Franks told auditors his department was “comfortable with closing this complaint.”
Auditors were not.
“Internal audit noted 13 actual and possible CPM (Contract Policy Manual) violations and issues associated with the Cooperative Purchasing agreements used for BPM,” the audit states.
The audit went on to state that the “Individual reviewing the contracts for OCCR stated to IAD that she was not an expert on county procurement policies, calling into question the effectiveness of her review of the BPM contracts. She also stated that she had no training in conducting fraud investigations, and in fact did not even realize that she was doing so.”
Auditors wrote strongly worded admonitions against asking someone like Blackwood to investigate her bosses’ actions.

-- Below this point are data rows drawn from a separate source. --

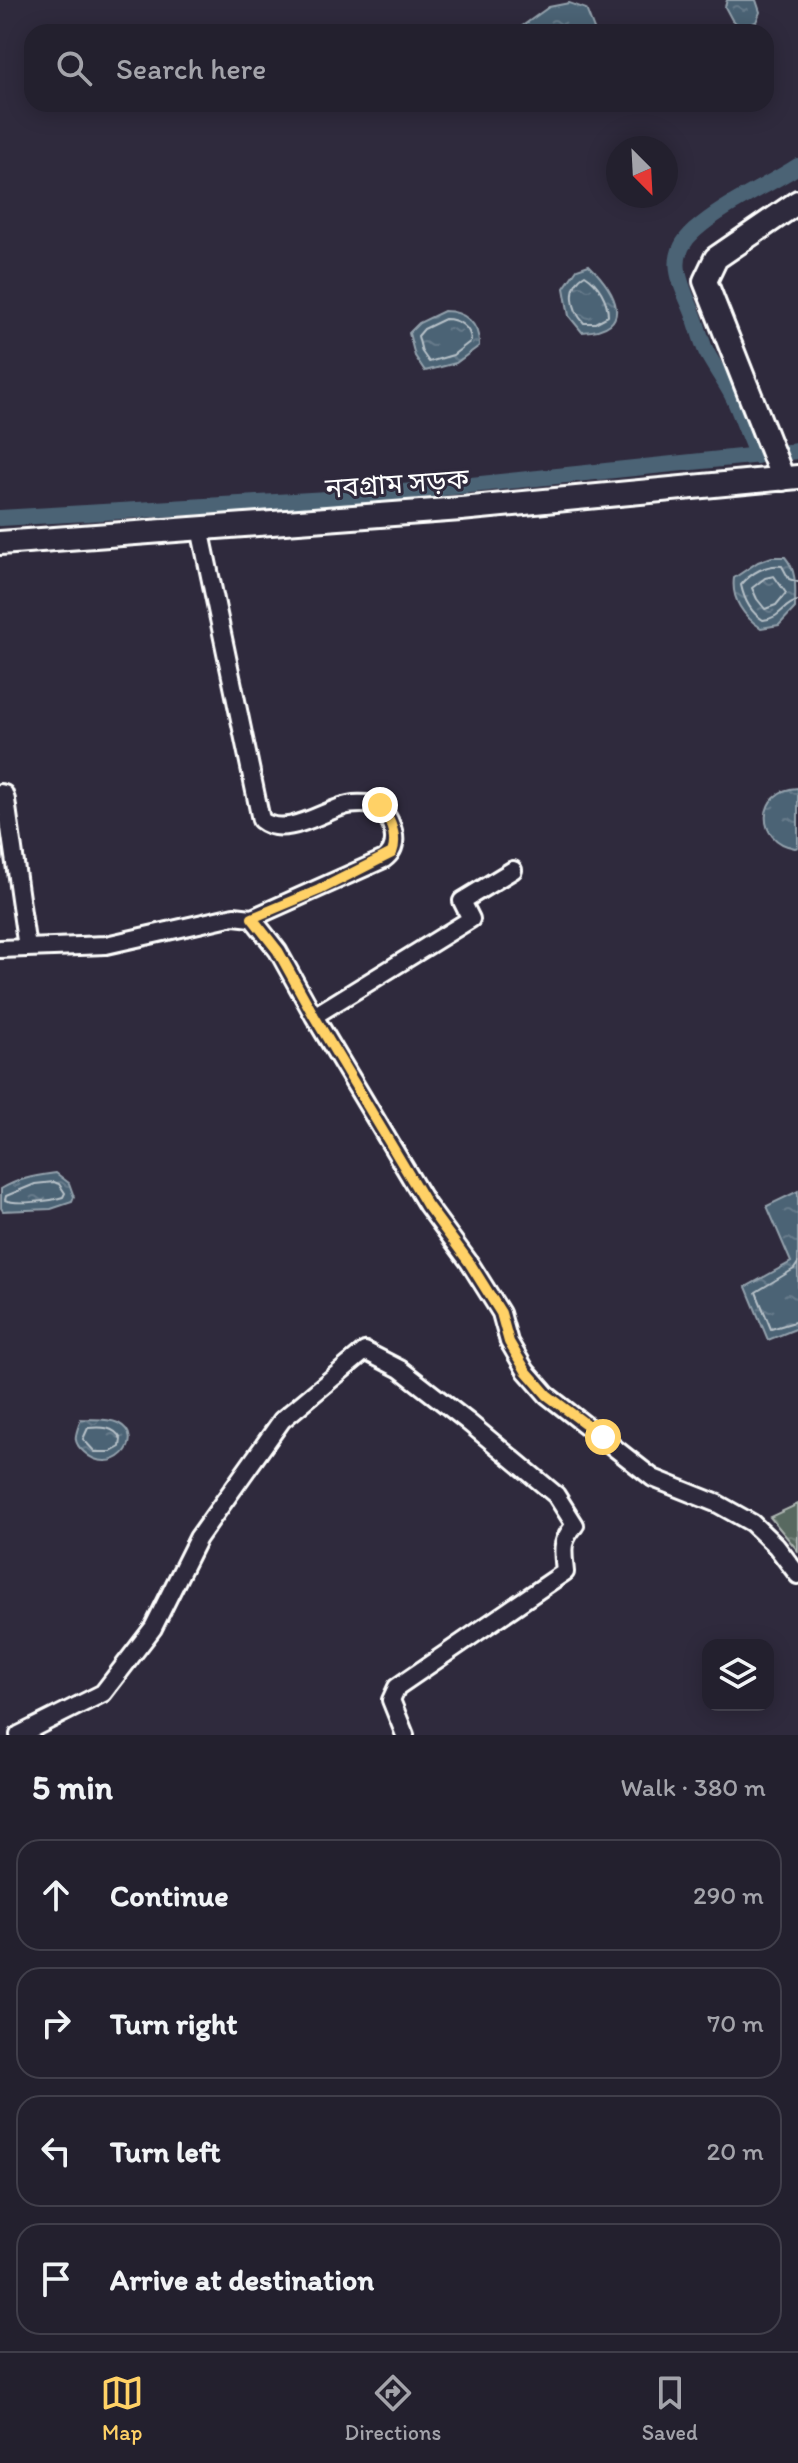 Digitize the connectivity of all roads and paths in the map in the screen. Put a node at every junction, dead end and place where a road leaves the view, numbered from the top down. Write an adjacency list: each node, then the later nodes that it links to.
1 (798, 202): 2 (main road)
2 (787, 475): 3 (main road, নবগ্রাম সড়ক)
3 (200, 528): 4 (main road, নবগ্রাম সড়ক); 7 (street)
4 (0, 543)
5 (0, 793): 8 (street)
6 (513, 870): 10 (street)
7 (252, 918): 8 (street); 10 (street)
8 (27, 948): 9 (street)
9 (0, 949)
10 (314, 1016): 11 (street)
11 (798, 1575)
12 (19, 1735): 13 (street)
13 (405, 1735) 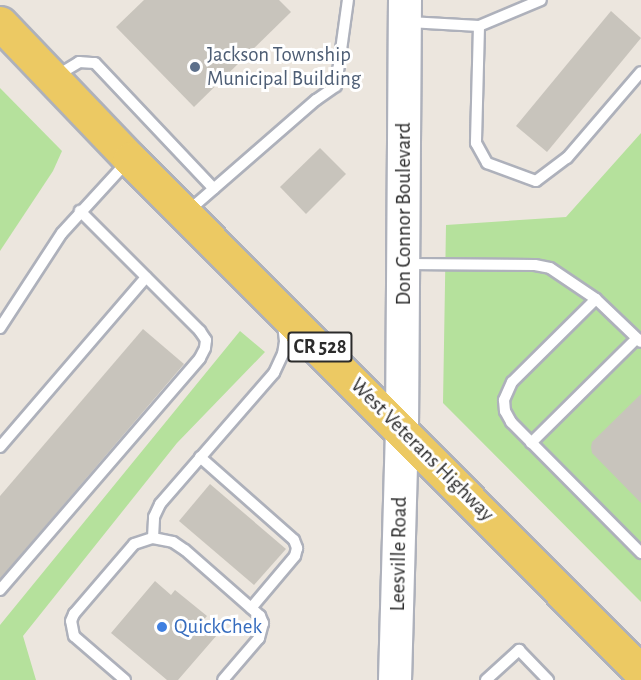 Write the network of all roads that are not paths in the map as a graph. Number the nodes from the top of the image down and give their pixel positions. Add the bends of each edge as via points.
1 (348, 0) edge
2 (541, 0) edge
3 (405, 11) edge
4 (0, 23) edge
5 (479, 26) junction
6 (641, 72) edge
7 (52, 79) junction
8 (130, 159) junction
9 (214, 189) junction
10 (81, 211) junction
11 (186, 213) junction
12 (403, 264) junction
13 (146, 277) junction
14 (596, 299) junction
15 (280, 307) junction
16 (0, 328) edge
17 (639, 340) edge
18 (402, 429) junction
19 (531, 443) junction
20 (0, 447) edge
21 (200, 457) junction
22 (153, 538) junction
23 (641, 553) edge
24 (0, 590) edge
25 (251, 608) junction
26 (641, 672) edge
27 (125, 680) edge
28 (224, 680) edge
29 (395, 680) edge
30 (486, 680) edge
31 (548, 680) edge

1 - 9 lane via 336,86
2 - 5 lane
3 - 5 lane
3 - 12 street, Don Connor Boulevard
4 - 7 main road, West Veterans Highway / CR 528
5 - 6 lane via 476,143 487,163 536,181 567,158
7 - 8 main road, West Veterans Highway / CR 528
7 - 9 lane via 79,62 94,63
8 - 10 lane
8 - 11 main road, West Veterans Highway / CR 528
9 - 11 lane
10 - 13 lane
10 - 16 lane via 62,233
11 - 15 main road, West Veterans Highway / CR 528
12 - 14 lane via 543,266 563,274
12 - 18 street, Don Connor Boulevard
13 - 20 lane
13 - 24 lane via 200,331 206,340 205,348
14 - 17 lane
14 - 19 lane via 506,392 504,411
15 - 18 main road, West Veterans Highway / CR 528
15 - 21 lane via 285,341 274,373
17 - 19 lane
18 - 26 main road, West Veterans Highway / CR 528
18 - 29 street, Leesville Road
19 - 23 lane
21 - 22 lane via 160,504 154,517
21 - 25 lane via 294,540 297,548 295,556
22 - 25 lane via 173,542 185,550
22 - 27 lane via 134,544 71,621 74,636
25 - 28 lane via 260,616 262,631
30 - 31 lane via 519,650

“Any ‘self-investigation’ that involved a subordinate investigating a superior, particularly high ranking officers of an entity is considered a serious ‘conflict of interest’ that would disqualify the results as credible in appearance and such warrant ‘independent’ investigation. The past and current reporting relationship between OCCR and OC Parks and the present County chief Operating Officer present such a conflict,” states the report.
Conflicts of Interest
Auditors also noted: “Former OC Parks Director Mr. Denny was once a direct report to the current OCCR Director, Mr. Franks, while he is now Mr. Franks’ boss and the recently appointed COO. Additionally, there is another conflict of interest to independence in that the OCCR Director assigned the just recently promoted OC Park Director Ms. Blackwood to conduct the critical review of the contracts in question.
“This presents a conflict because at the time of the alleged contract improprieties and transactions the selected reviewer was a subordinate of both the former Deputy Director, Mr. Michael Brajdic, and the former OC Parks Director who is now the COO, Mr. Denny.”

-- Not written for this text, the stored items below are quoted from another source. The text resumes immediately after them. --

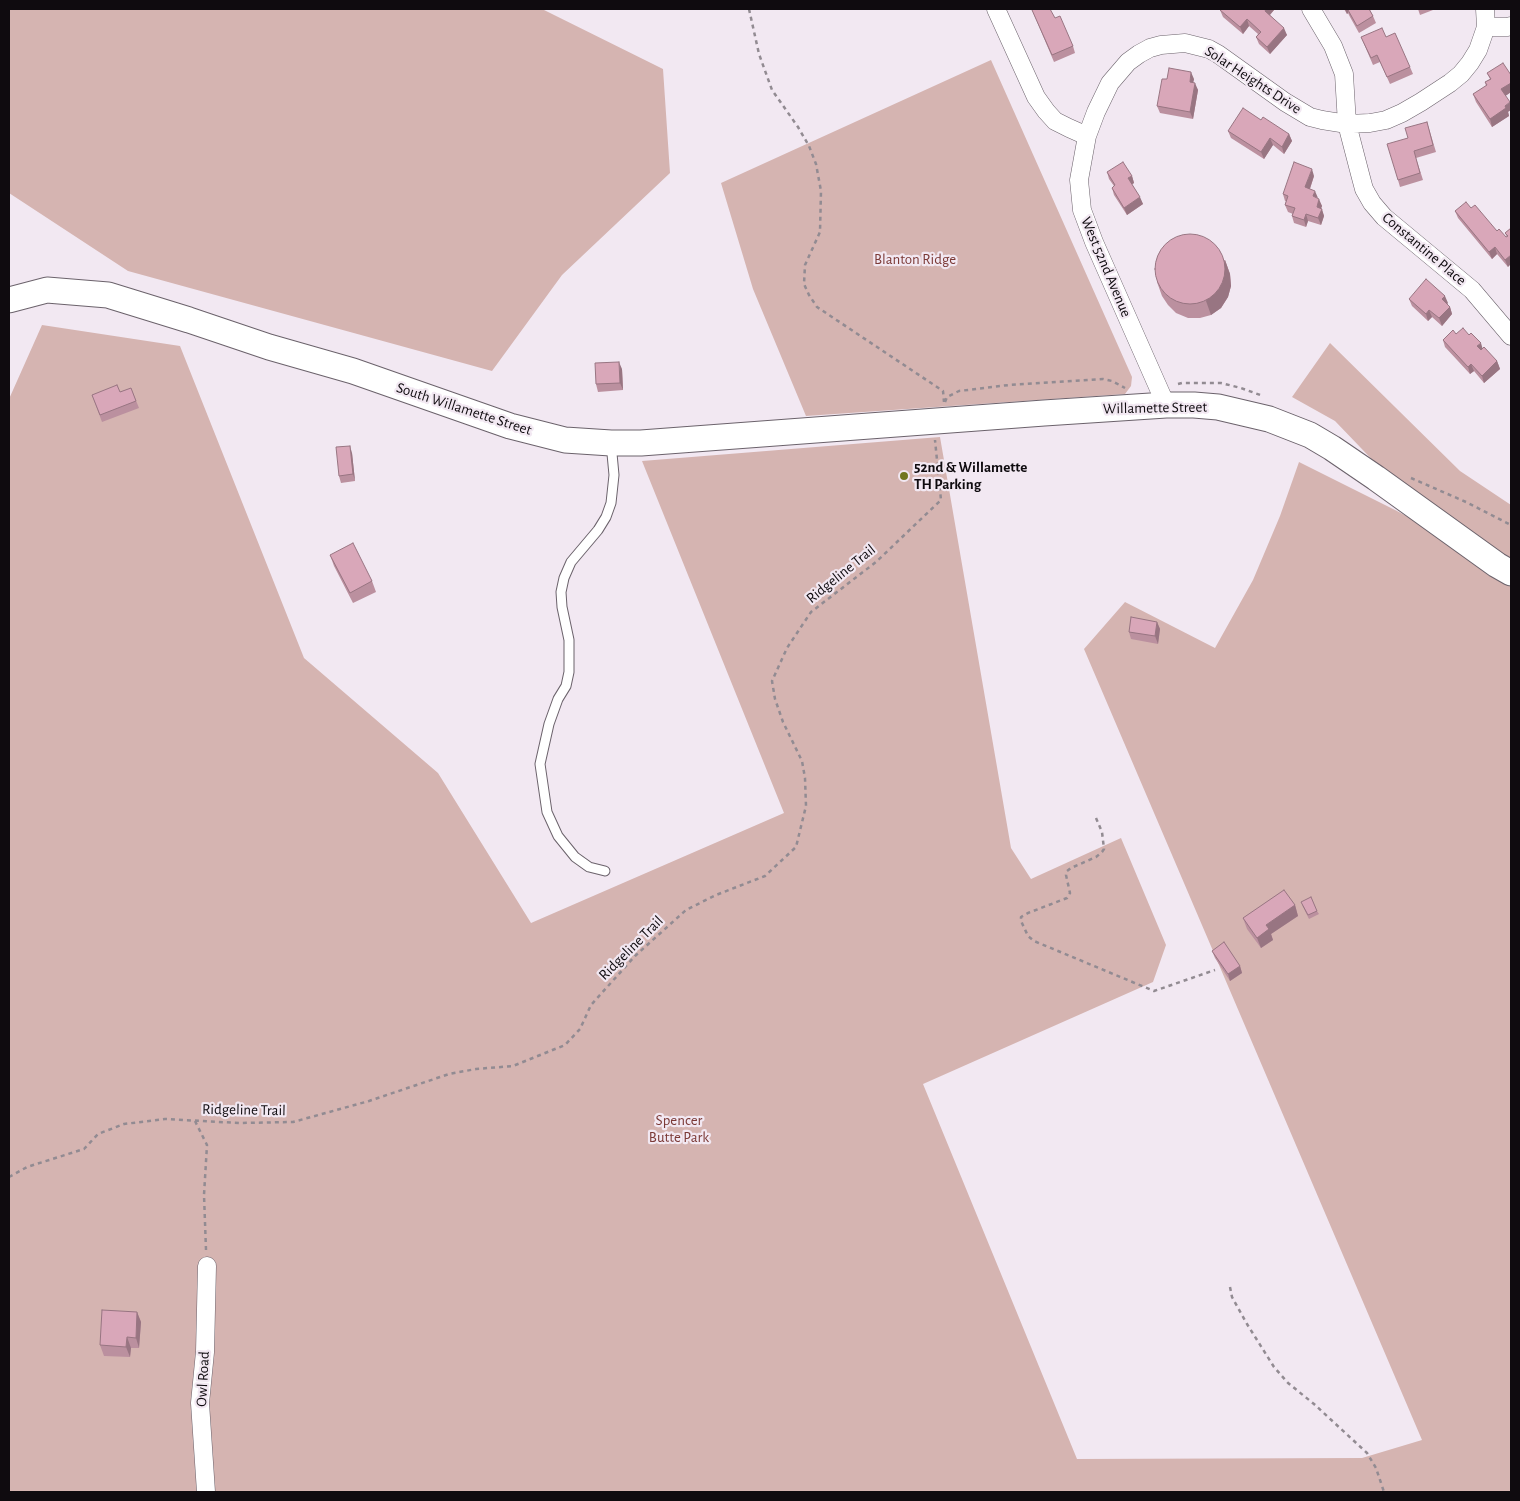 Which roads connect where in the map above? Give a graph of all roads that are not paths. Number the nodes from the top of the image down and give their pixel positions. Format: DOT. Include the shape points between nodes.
graph roads {
  1 [pos="996,9"];
  2 [pos="1311,9"];
  3 [pos="1485,9"];
  4 [pos="1511,26"];
  5 [pos="1486,27"];
  6 [pos="1347,124"];
  7 [pos="1087,136"];
  8 [pos="9,300"];
  9 [pos="1511,336"];
  10 [pos="1166,405"];
  11 [pos="940,421"];
  12 [pos="611,443"];
  13 [pos="1511,573"];
  14 [pos="605,871"];
  15 [pos="206,1266"];
  16 [pos="206,1492"];
  1 -- 7 [label="street" via="1036,97 1046,111 1056,121"];
  2 -- 6 [label="street" via="1333,46 1344,74"];
  3 -- 5 [label="street, Solar Heights Drive"];
  4 -- 5 [label="street"];
  5 -- 6 [label="street, Solar Heights Drive" via="1478,50 1450,83 1386,120"];
  6 -- 7 [label="street, Solar Heights Drive" via="1310,117 1209,49 1179,43 1150,48 1128,62 1110,83"];
  6 -- 9 [label="street, Constantine Place" via="1364,189 1372,203 1384,217 1472,290"];
  7 -- 10 [label="street, West 52nd Avenue" via="1079,180 1082,210"];
  8 -- 12 [label="main road, South Willamette Street" via="47,290 108,295 353,371 510,426 565,440"];
  10 -- 11 [label="main road, Willamette Street"];
  10 -- 13 [label="main road, Willamette Street" via="1226,409 1269,419 1310,435"];
  11 -- 12 [label="main road, South Willamette Street"];
  12 -- 14 [label="lane" via="614,475 611,503 598,530 570,562 560,592 569,640 569,672 549,724 540,764 547,812 558,836 575,857 589,867"];
  15 -- 16 [label="street, Owl Road" via="205,1352 200,1403"];
}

Auditors also noted that departmental employees raised consistent concerns themselves about how the contracts were being rubber-stamped by top officials.
“The OCCR DPA (Deputy Purchasing Agent) further stated that he expressed his concerns to his supervisor regarding the repeated awards of large, non-competitive consulting contracts to BPM through the CMAS process. However, he was told to go forward with their procurement, since the scopes of work in the contracts were different.”

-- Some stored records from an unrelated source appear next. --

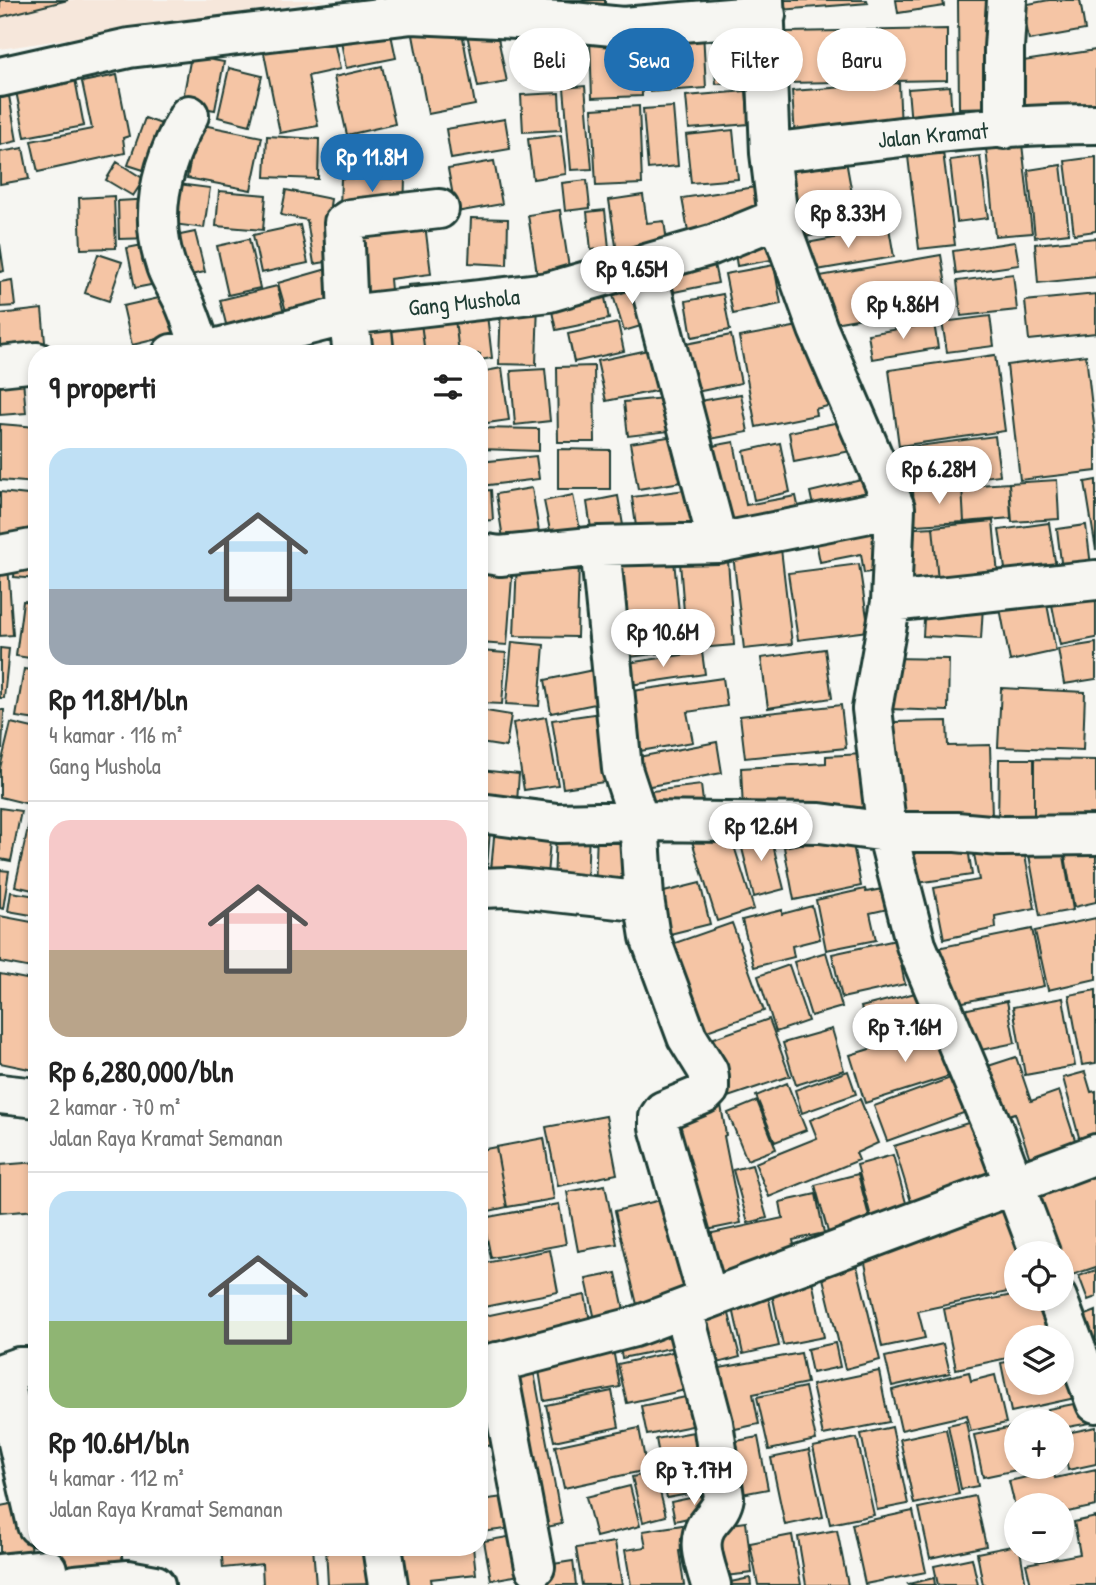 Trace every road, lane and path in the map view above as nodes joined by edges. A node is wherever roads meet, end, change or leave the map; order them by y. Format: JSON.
{"nodes":[{"id":1,"x":1007,"y":0,"type":"edge"},
{"id":2,"x":765,"y":8,"type":"edge"},
{"id":3,"x":623,"y":13,"type":"edge"},
{"id":4,"x":0,"y":77,"type":"edge"},
{"id":5,"x":189,"y":115,"type":"dead end"},
{"id":6,"x":1096,"y":124,"type":"edge"},
{"id":7,"x":1004,"y":128,"type":"junction"},
{"id":8,"x":770,"y":153,"type":"junction"},
{"id":9,"x":439,"y":209,"type":"dead end"},
{"id":10,"x":778,"y":218,"type":"junction"},
{"id":11,"x":645,"y":265,"type":"junction"},
{"id":12,"x":348,"y":315,"type":"junction"},
{"id":13,"x":187,"y":345,"type":"edge"},
{"id":14,"x":221,"y":345,"type":"edge"},
{"id":15,"x":352,"y":345,"type":"edge"},
{"id":16,"x":895,"y":508,"type":"junction"},
{"id":17,"x":718,"y":543,"type":"junction"},
{"id":18,"x":600,"y":546,"type":"junction"},
{"id":19,"x":28,"y":550,"type":"edge"},
{"id":20,"x":0,"y":555,"type":"edge"},
{"id":21,"x":488,"y":555,"type":"edge"},
{"id":22,"x":1096,"y":580,"type":"edge"},
{"id":23,"x":891,"y":602,"type":"junction"},
{"id":24,"x":488,"y":814,"type":"edge"},
{"id":25,"x":639,"y":821,"type":"junction"},
{"id":26,"x":887,"y":832,"type":"junction"},
{"id":27,"x":1096,"y":835,"type":"edge"},
{"id":28,"x":488,"y":888,"type":"edge"},
{"id":29,"x":644,"y":898,"type":"junction"},
{"id":30,"x":0,"y":1094,"type":"edge"},
{"id":31,"x":28,"y":1097,"type":"edge"},
{"id":32,"x":1096,"y":1154,"type":"edge"},
{"id":33,"x":1015,"y":1184,"type":"junction"},
{"id":34,"x":1036,"y":1241,"type":"edge"},
{"id":35,"x":696,"y":1303,"type":"junction"},
{"id":36,"x":1062,"y":1311,"type":"edge"},
{"id":37,"x":19,"y":1364,"type":"edge"},
{"id":38,"x":488,"y":1364,"type":"edge"},
{"id":39,"x":1096,"y":1404,"type":"edge"},
{"id":40,"x":28,"y":1444,"type":"edge"},
{"id":41,"x":383,"y":1556,"type":"edge"},
{"id":42,"x":535,"y":1567,"type":"dead end"},
{"id":43,"x":54,"y":1571,"type":"edge"},
{"id":44,"x":0,"y":1574,"type":"edge"},
{"id":45,"x":155,"y":1585,"type":"edge"},
{"id":46,"x":388,"y":1585,"type":"edge"},
{"id":47,"x":711,"y":1585,"type":"edge"}],
"edges":[{"from":1,"to":7,"type":"street"},
{"from":2,"to":3,"type":"street"},
{"from":2,"to":8,"type":"street"},
{"from":3,"to":4,"type":"street"},
{"from":5,"to":13,"type":"street"},
{"from":6,"to":7,"type":"street","name":"Jalan Kramat"},
{"from":7,"to":8,"type":"street","name":"Jalan Kramat"},
{"from":8,"to":10,"type":"street"},
{"from":9,"to":12,"type":"street"},
{"from":10,"to":11,"type":"street","name":"Gang Mushola"},
{"from":10,"to":16,"type":"street"},
{"from":11,"to":12,"type":"street","name":"Gang Mushola"},
{"from":11,"to":17,"type":"street"},
{"from":12,"to":14,"type":"street","name":"Gang Mushola"},
{"from":12,"to":15,"type":"street"},
{"from":16,"to":17,"type":"street"},
{"from":16,"to":23,"type":"street"},
{"from":17,"to":18,"type":"street"},
{"from":18,"to":21,"type":"street"},
{"from":18,"to":25,"type":"street"},
{"from":19,"to":20,"type":"street"},
{"from":22,"to":23,"type":"street"},
{"from":23,"to":26,"type":"street"},
{"from":24,"to":25,"type":"street"},
{"from":25,"to":26,"type":"street"},
{"from":25,"to":29,"type":"street"},
{"from":26,"to":27,"type":"street"},
{"from":26,"to":33,"type":"street"},
{"from":28,"to":29,"type":"street"},
{"from":29,"to":35,"type":"street"},
{"from":30,"to":31,"type":"street"},
{"from":32,"to":33,"type":"street"},
{"from":33,"to":34,"type":"street"},
{"from":33,"to":35,"type":"street"},
{"from":35,"to":38,"type":"street"},
{"from":35,"to":47,"type":"street"},
{"from":36,"to":39,"type":"street"},
{"from":37,"to":40,"type":"street"},
{"from":38,"to":42,"type":"street"},
{"from":41,"to":46,"type":"street"},
{"from":43,"to":44,"type":"street"},
{"from":43,"to":45,"type":"street"}]}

Yet auditors noted that the scopes of work often overlapped and the number of contracts was a mess, leading them to conclude there was an effort to hide what was going on from the board of supervisors.
“OC Parks awarded BPM multiple contracts that overlapped one another and that appeared to be of a related nature. At one point in time, OC Parks had awarded two contracts to BPM, which with extensions, amounted to $555,000. These two contracts were awarded to BPM within one year and ten months of each other. Also two contracts for a total of $475,000 were awarded to BPM within five months of each other,” the report states.
Auditors further concluded, “these facts demonstrate that several of these contracts could have been combined into fewer and consequently larger dollar contracts that would have exceeded the $100,000 Board review threshold.”
In all, auditors concluded executives conspired to keep the contracts secret.
“Nothing submitted to IAD by OC Parks or offered up in interviews with OCCR/OC Parks Management and their DPAs (Deputy Purchasing Agents) disclosed any compelling business justification for repeatedly and without a single exception, setting the dollar award of each of the original CMAS contracts just below the $100,000 threshold, supporting the conclusion that avoiding the Board’s approval threshold was intentional.”
Lastly, auditors warned supervisors that a full countywide review of Cooperative Purchasing Agreements should be conducted to ensure that other departments have not abused the procedure.
Clarification: A previous version of this article gave the impression that county spokeswoman Jean Pasco discussed an Internal Audit Department investigation into contracting at the OC Parks Department. She did not.